# What Kind Of Pots Do You Prefer In Your Amp Build?



## SirArcsAlot

I was wondering what you guys who build your own amps perfer for pots. linear or logarithmic. I used all linear pots on my plexi build to seemingly great effect. I get extremely precise control over all of the EQ knobs and volume knobs too, and my volume is a volume control instead of an on/off switch.


----------



## ampmadscientist

Precision Electronics Canada use audio taper for amps like a Marshall.
https://www.tubesandmore.com/products/potentiometers_0?filters=Brand=Precision Electronics


----------



## Metroman

PEC are what are in my Metropoulos Limited Edition GMP45. Metro uses those on their builds.


----------



## Oatie

I believe his question is,
Do you use Audio or Linear pots in your amps.

How does a linear taper pot differ from an audio taper pot? With a linear taper the resistance changes evenly with the degree of rotation; at one quarter rotation the pot should read around 250K ohms, at half rotation the pot should read around 500K ohms etc. An audio taper pot changes very gradually; the ohms read pretty low until you start getting into the last 15% or so of rotation and then it increases very rapidly. 

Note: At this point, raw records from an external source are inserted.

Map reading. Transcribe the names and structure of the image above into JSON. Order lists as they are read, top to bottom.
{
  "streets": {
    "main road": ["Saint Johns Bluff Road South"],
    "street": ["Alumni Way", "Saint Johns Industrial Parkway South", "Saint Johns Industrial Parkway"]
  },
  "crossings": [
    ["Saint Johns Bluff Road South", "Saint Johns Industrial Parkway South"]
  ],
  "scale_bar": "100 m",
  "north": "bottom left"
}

The larger Fender amps used the Linear Vol Pots on the Tweed Twin, Bassman, Pro, Super and Bandmaster. These amps start to sound good just before the 1/2 volume levels because the LIN pots deliver the goods more gradual than the Audio log pots.

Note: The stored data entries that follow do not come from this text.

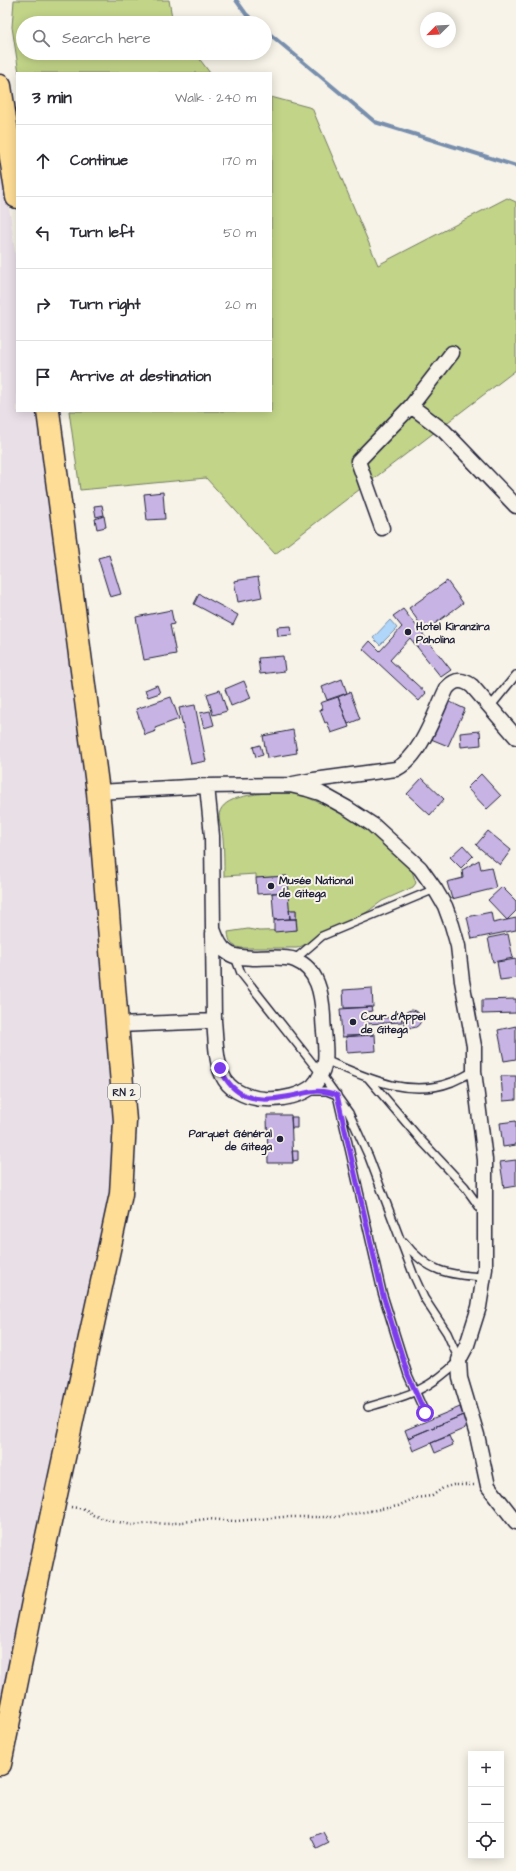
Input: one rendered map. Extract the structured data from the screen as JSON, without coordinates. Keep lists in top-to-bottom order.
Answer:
{
  "streets": {
    "main road": ["RN 2"]
  },
  "places": [
    "Hotel Kiranzira Paholina",
    "Musée National de Gitega",
    "Cour d'Appel de Gitega",
    "Parquet Général de Gitega"
  ],
  "north": "bottom left",
  "page": {
    "search": "Search here",
    "heading": ["3 min", "Walk · 240 m"],
    "list": [
      ["Continue", "170 m"],
      ["Turn left", "50 m"],
      ["Turn right", "20 m"],
      "Arrive at destination"
    ],
    "map_buttons": ["+", "−"]
  }
}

Here is a pic of my Tweed Twin, you can see they have the 1 Meg LInear Vol Pots.

All the schematics Fender has shows they used the Audio taper Vol pots, but it';s not true. All the amps I mentioned above use the LIN Vol Pots.

Keith Richards knows this, and this is why he loves the Tweed Twins, the taper on the LIN pots works better at lower volumes. he Audio Taper pots don't work well until you almost dime the amp, this is why most Marshall users need a MV or an Attenuator.


----------



## Biddlin

Malibu Mutana, Sativa weighted hybrid. Oh, sorry. Wrong thread...
;>)/


----------



## SirArcsAlot

Great explanation, Oatie. I noticed a greater effect on my EQ controls with the Lin pots. It is noticeable on the volume pots, though not as obvious as on the EQ part.


----------



## ampmadscientist

PEC audio is not the same as other audio tapers.
It's spread out more so the adjustment range is wider from 0-10.
It's a specially developed taper. That's what I really like about those controls, more adjustment range.
It's a lot different than consumer grade.
It's really more like reverse logarithmic...

I never had a control that worked this well in a tube amp before.

I am 100% sold, I will use PEC in all builds.



It's military grade, stainless steel, built to last.


----------



## Vinsanitizer

if I want mids I want mids. That means AAAAAAWWWWWWWWW. I don't want mids that add KKKKKKKKKKKKKKKKKKKKKKKKKKKKKKKKKKKKKKKKKKKKKKKKK like thy do on the JCM2000. You can turn the mids, treble and presence OFF on those JCM 2000's and still hear, KKKKKKKKKKKKKKKKKKKKKKKKKKKKKKKKKKKKKKKKKKKKKKKKK.


----------



## coldengray

Germino has a strong opinion on this topic, though I can't recall which he uses - linear or log.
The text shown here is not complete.